In cases involving other Baptist institutions, a federal judge dismissed a suit by Criswell College in Dallas in 2013 on the grounds HHS was addressing the school’s concerns. Liberty University in Lynchburg, Va., dropped its challenge after a 2013 loss at the Fourth Circuit Court of Appeals in Richmond, Va. The school gained an exemption from the mandate through protection under a grandfather clause, according to Liberty Counsel, which represented the school.
While GuideStone was exempt from the mandate, it serves ministries that were forced to obey the requirement, including Truett-McConnell and Reaching Souls International.
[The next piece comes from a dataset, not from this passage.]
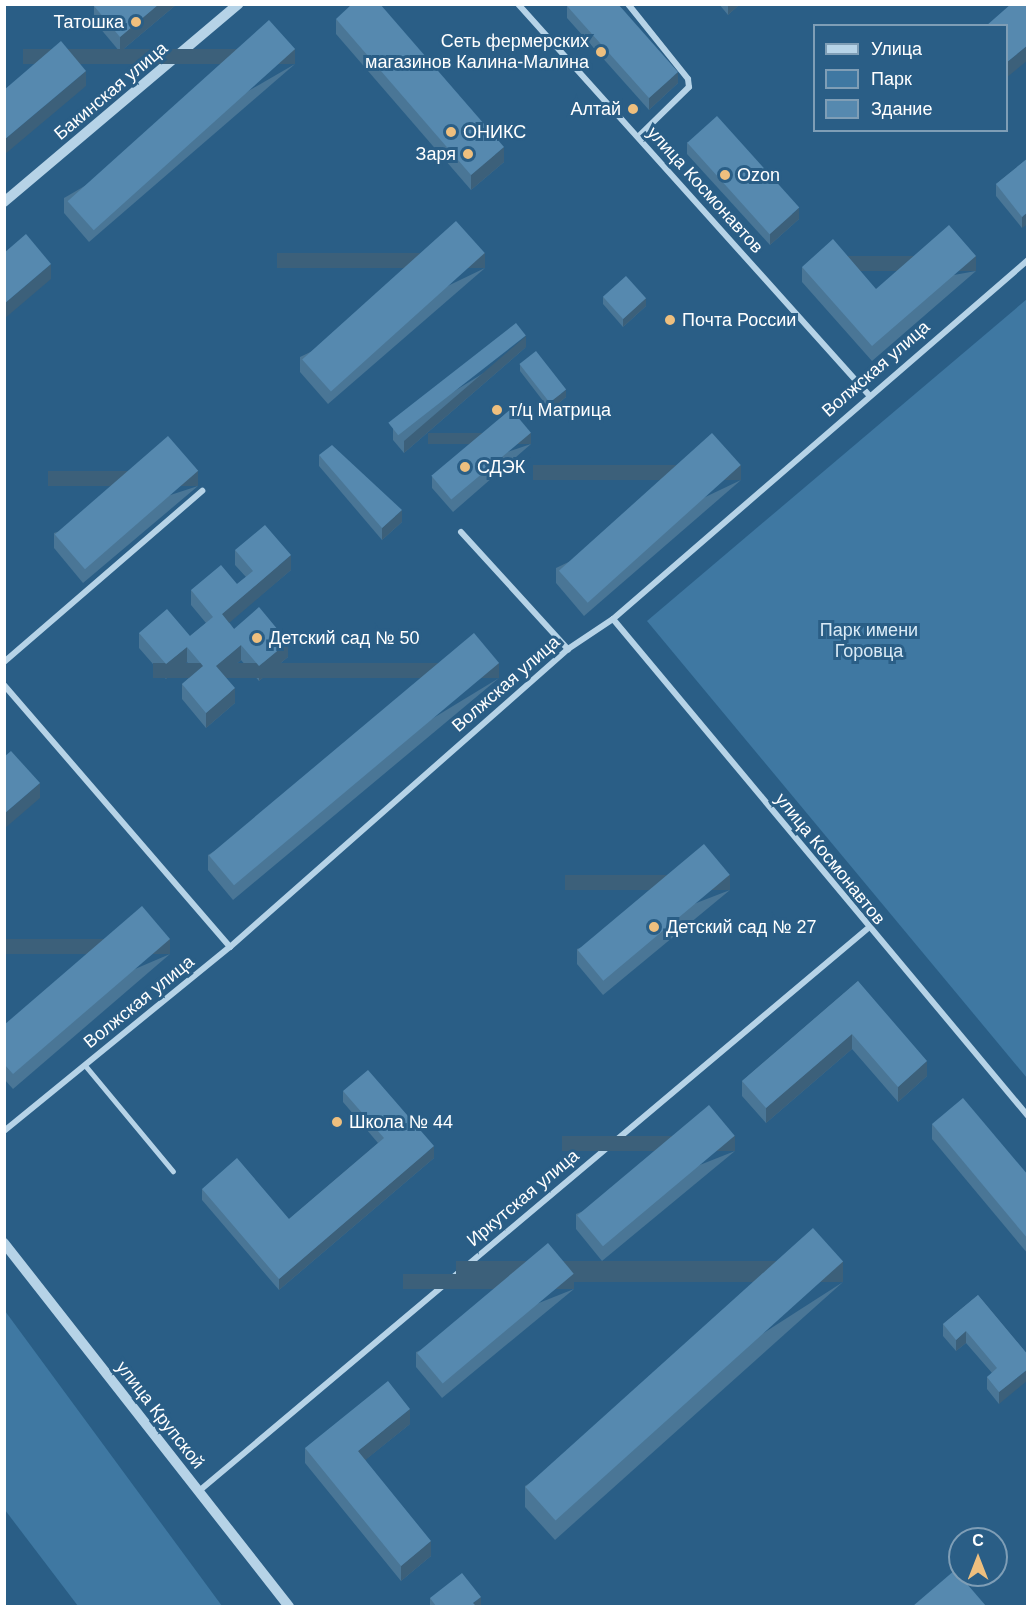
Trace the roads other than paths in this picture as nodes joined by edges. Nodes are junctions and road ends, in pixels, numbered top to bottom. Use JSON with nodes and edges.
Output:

GuideStone had gained a temporary injunction against the mandate from an Oklahoma federal judge in 2013, but a panel of the Tenth Circuit Court struck down the injunction in 2015.
Hawkins expressed gratitude to Becket and GuideStone’s legal team for its work on the suit.
When HHS issued new rules in early October, the federal department said the regulations would have no effect on government programs that offer free or subsidized contraceptive coverage to low-income women and would have no effect on more than 99.9 percent of American women.
When it issued the abortion/contraception mandate in August 2011, HHS provided an exemption for churches and their auxiliaries but did not extend it to non-church-related, nonprofit organizations that object. HHS proposed nearly 10 accommodations for the objecting institutions, but none proved satisfactory to the organizations’ conscience concerns.
The federally approved contraceptives for which coverage is required by the mandate include the intrauterine device (IUD) and such drugs as Plan B, the “morning-after” pill. Both the IUD and “morning-after” pill possess post-fertilization mechanisms that potentially can cause abortions by preventing implantation of tiny embryos. The rule also covers “ella,” which — in a fashion similar to the abortion drug RU 486 — can act even after implantation to end the life of the child.
In 2014, the Supreme Court ruled in favor of Hobby Lobby’s conscience-based challenge to the abortion/contraception mandate. In its 5-4 opinion in that case, the justices upheld objections to the requirement by “closely held,” for-profit companies, such as family owned businesses.
Messengers to the 2012 SBC meeting adopted a resolution calling for an exemption from the mandate for “all religious organizations and people of faith … who declare a religious objection to such coverage.”